Problem to work on:
Reprint the listing. Every line must match the original exactly.

== == ==

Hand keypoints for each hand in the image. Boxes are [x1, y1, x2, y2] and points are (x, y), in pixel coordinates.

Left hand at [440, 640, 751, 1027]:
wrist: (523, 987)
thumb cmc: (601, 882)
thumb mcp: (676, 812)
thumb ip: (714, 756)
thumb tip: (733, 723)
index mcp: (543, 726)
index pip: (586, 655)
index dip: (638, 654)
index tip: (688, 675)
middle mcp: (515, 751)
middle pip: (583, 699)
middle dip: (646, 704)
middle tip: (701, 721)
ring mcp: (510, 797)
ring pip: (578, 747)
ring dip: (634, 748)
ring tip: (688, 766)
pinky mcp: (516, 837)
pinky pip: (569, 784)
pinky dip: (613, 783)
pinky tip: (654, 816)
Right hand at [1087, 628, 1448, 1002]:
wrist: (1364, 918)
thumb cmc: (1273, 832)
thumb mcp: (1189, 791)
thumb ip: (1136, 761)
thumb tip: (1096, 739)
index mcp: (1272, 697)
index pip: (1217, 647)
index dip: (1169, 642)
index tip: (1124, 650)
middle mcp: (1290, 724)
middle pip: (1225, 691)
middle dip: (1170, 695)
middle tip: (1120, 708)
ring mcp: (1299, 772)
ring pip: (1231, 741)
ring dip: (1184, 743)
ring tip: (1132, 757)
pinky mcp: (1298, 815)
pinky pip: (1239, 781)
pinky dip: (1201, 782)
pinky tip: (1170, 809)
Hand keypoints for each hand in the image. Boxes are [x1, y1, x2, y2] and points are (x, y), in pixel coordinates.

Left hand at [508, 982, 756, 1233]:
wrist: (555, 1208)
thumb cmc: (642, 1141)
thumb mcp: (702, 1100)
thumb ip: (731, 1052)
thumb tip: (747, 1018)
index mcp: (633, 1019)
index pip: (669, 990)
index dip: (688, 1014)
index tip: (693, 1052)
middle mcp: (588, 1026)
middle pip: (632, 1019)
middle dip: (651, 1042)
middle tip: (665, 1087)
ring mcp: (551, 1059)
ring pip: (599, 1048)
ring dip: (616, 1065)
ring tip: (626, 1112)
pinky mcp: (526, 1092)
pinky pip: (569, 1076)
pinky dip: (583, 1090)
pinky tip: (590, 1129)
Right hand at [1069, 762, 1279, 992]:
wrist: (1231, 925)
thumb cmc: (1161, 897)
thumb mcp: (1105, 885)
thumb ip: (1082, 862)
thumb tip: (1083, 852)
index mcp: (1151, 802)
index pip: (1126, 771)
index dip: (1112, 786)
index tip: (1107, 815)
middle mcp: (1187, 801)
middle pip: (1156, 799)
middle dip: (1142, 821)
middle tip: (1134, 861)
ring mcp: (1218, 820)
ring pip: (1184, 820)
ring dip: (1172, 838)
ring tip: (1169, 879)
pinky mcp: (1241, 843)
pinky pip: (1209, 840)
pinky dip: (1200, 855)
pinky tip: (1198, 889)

== == ==

The completed task:
Hand keypoints for each hand in the image. Boxes are [x1, y1, x2, y2] and points are (x, y), in pixel coordinates.

Left hand at [440, 640, 751, 1027]:
wrist: (523, 987)
thumb cmc: (601, 882)
thumb mcp: (676, 812)
thumb ip: (714, 756)
thumb tip: (733, 723)
index mcp: (543, 726)
index pip: (586, 655)
index dip: (638, 654)
index tip: (688, 675)
middle mcp: (515, 751)
middle pip: (583, 699)
middle dip: (646, 704)
middle tip: (701, 721)
ring mcp: (510, 797)
ring pip: (578, 747)
ring dip: (634, 748)
ring tip: (688, 766)
pinky mcp: (516, 837)
pinky pip: (569, 784)
pinky dip: (613, 783)
pinky tip: (654, 816)
Right hand at [1087, 628, 1448, 1002]:
wrist: (1364, 918)
thumb cmc: (1273, 832)
thumb mcp: (1189, 791)
thumb ip: (1136, 761)
thumb tip: (1096, 739)
index mcp: (1272, 697)
index pip: (1217, 647)
index dip: (1169, 642)
index tip: (1124, 650)
middle mcp: (1290, 724)
middle pip: (1225, 691)
middle dip: (1170, 695)
middle tip: (1120, 708)
ring mcp: (1299, 772)
ring pip: (1231, 741)
ring dip: (1184, 743)
ring tip: (1132, 757)
pinky mcp: (1298, 815)
pinky pip: (1239, 781)
pinky dip: (1201, 782)
pinky tip: (1170, 809)
Hand keypoints for each hand in the image. Boxes are [x1, y1, x2, y2] and points are (x, y), in pixel coordinates.

Left hand at [508, 982, 756, 1233]:
wrist: (555, 1208)
thumb cmc: (642, 1141)
thumb mcp: (702, 1100)
thumb ip: (731, 1052)
thumb tip: (747, 1018)
index mcp: (633, 1019)
index pip: (669, 990)
index dip: (688, 1014)
index tip: (693, 1052)
middle mcp: (588, 1026)
middle pip: (632, 1019)
middle dip: (651, 1042)
middle tip: (665, 1087)
ring mcp: (551, 1059)
ring pip: (599, 1048)
ring dip: (616, 1065)
ring tip: (626, 1112)
pinky mcp: (526, 1092)
pinky pip: (569, 1076)
pinky dip: (583, 1090)
pinky tip: (590, 1129)
Right hand at [1069, 762, 1279, 992]:
wrist: (1231, 925)
thumb cmc: (1161, 897)
thumb mcp: (1105, 885)
thumb ip: (1082, 862)
thumb tip: (1083, 852)
index mcp: (1151, 802)
index pip: (1126, 771)
index dip: (1112, 786)
index tip: (1107, 815)
middle mcp: (1187, 801)
middle pip: (1156, 799)
middle dip: (1142, 821)
middle tip: (1134, 861)
ring mcp: (1218, 820)
ring pip: (1184, 820)
ring dip: (1172, 838)
ring tip: (1169, 879)
pinky mcp: (1241, 843)
pinky pip: (1209, 840)
pinky dip: (1200, 855)
pinky tip: (1198, 889)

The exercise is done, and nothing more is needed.